The Insignificance of the Everyman Theme Icon

One of the tragedies Gogol highlights in “The Overcoat” is the insignificance of Akaky Akakievich’s life. The clerk’s unimportance is felt early on in the story. Gogol’s phrase “In a certain department…there worked a certain civil servant” implies that his story could happen to any civil servant in any department, and therefore that Akaky Akakievich’s life is more or less interchangeable. His interchangeability is reinforced by his occupation as a copyist, a job that has become the entirety of his life. Akaky’s work, and therefore his personhood, is based on the concept of reproducible and interchangeable material. Throughout the story, both his superiors and his peers treat Akaky Akakievich poorly, and his worthlessness is exacerbated by the fact that he never rises in the bureaucracy. All of his peers are younger than he is and lead more interesting lives, and they frequently make jokes at his expense. Only once in the story, when Akaky protests, does a fellow civil servant (the young official) realize how cruelly they are treating the copyist. Immediately the young official feels ashamed at how cruelly human beings can treat each other, even when they pretend to be the most honorable of men.
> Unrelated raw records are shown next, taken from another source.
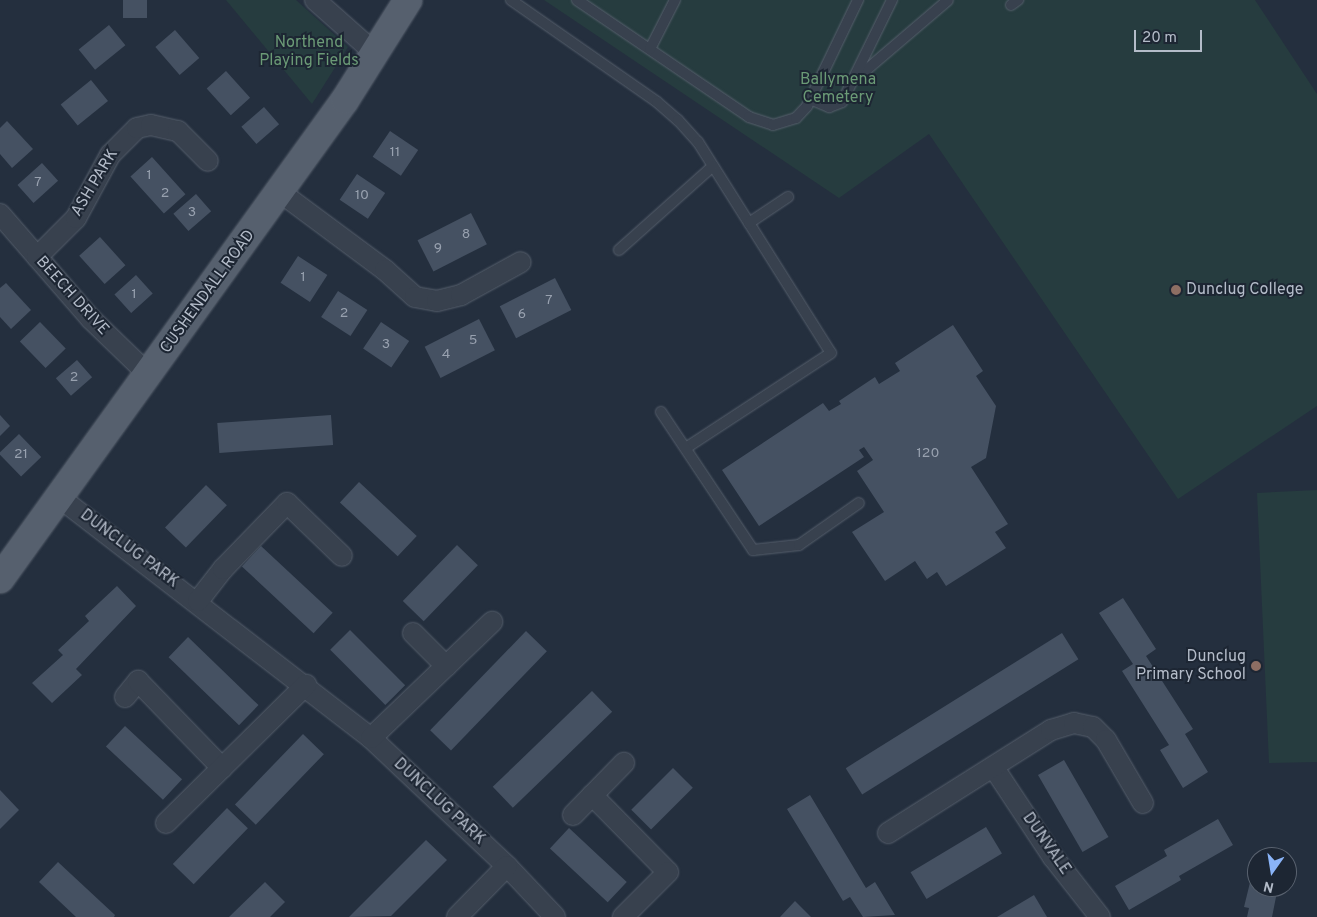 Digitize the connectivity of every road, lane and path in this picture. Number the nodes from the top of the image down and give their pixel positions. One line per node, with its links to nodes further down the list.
1 (315, 0): 10 (street)
2 (408, 0): 10 (main road, CUSHENDALL ROAD)
3 (511, 0): 14 (lane)
4 (577, 0): 9 (lane)
5 (675, 0): 9 (lane)
6 (858, 0): 12 (lane)
7 (892, 0): 11 (lane)
8 (948, 0): 11 (lane)
9 (650, 49): 12 (lane)
10 (375, 53): 15 (main road, CUSHENDALL ROAD)
11 (854, 80): 12 (lane)
12 (810, 100)
13 (208, 160): 20 (street, ASH PARK)
14 (713, 166): 18 (lane); 19 (lane)
15 (280, 192): 21 (street); 22 (main road, CUSHENDALL ROAD)
16 (788, 197): 18 (lane)
17 (0, 214): 20 (street, BEECH DRIVE)
18 (750, 223): 24 (lane)
19 (619, 250)
20 (37, 257): 22 (street, BEECH DRIVE)
21 (521, 262)
22 (148, 374): 25 (main road, CUSHENDALL ROAD)
23 (661, 412): 24 (lane)
24 (686, 448): 26 (lane)
25 (59, 497): 28 (main road, CUSHENDALL ROAD); 29 (street, DUNCLUG PARK)
26 (859, 503)
27 (342, 556): 29 (street)
28 (0, 579)
29 (198, 601): 33 (street, DUNCLUG PARK)
30 (492, 622): 32 (street)
31 (413, 633): 32 (street)
32 (446, 666): 35 (street)
33 (306, 685): 35 (street, DUNCLUG PARK); 37 (street)
34 (125, 697): 37 (street)
35 (372, 738): 44 (street, DUNCLUG PARK)
36 (624, 763): 39 (street)
37 (222, 768): 42 (street)
38 (994, 768): 40 (street); 43 (street); 48 (street, DUNVALE)
39 (592, 795): 41 (street); 47 (street)
40 (1143, 803)
41 (572, 814)
42 (166, 823)
43 (888, 833)
44 (508, 866): 45 (street); 46 (street, DUNCLUG PARK)
45 (457, 917)
46 (555, 917)
47 (623, 917)
48 (1100, 917)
Akaky’s life is so devoid of meaning and complexity that it may even be difficult for the reader to feel sympathy for him. Though Akaky Akakievich is apparently content with his lot, Gogol’s descriptions of his mundane and pathetic life challenge the reader’s ability to empathize with the clerk. Gogol at once allows the reader to scoff at Akaky Akakievich’s absurd ignorance, and challenges the reader to find humanity in the most laughable and insignificant of beings. When the protagonist dies, Gogol writes, “And St. Petersburg carried on without its Akaky Akakievich just as though he had never even existed.” By presenting the tragicomic fall of Akaky Akakievich, Gogol draws attention to the mundane life of a member of the silent majority, and he tests the reader’s ability to care about those no one cares for.

At the end of his tale, however, Gogol seeks a sort of redemption for the neglected everyman. Akaky Akakievich takes the form of a ghost who haunts St. Petersburg, stealing the overcoats of the officials who would have ridiculed him during his lifetime. He ultimately gets his revenge on the Important Person who cast him away, so terrifying him that the official adopts a more humble tone from then on. By forcing these officials to experience the brutal winter without an overcoat, Akaky Akakievich’s ghost exposes them to the lives of the powerless and the insignificant. And by confronting them with his corpse, he compels them to recognize his life’s inherent significance.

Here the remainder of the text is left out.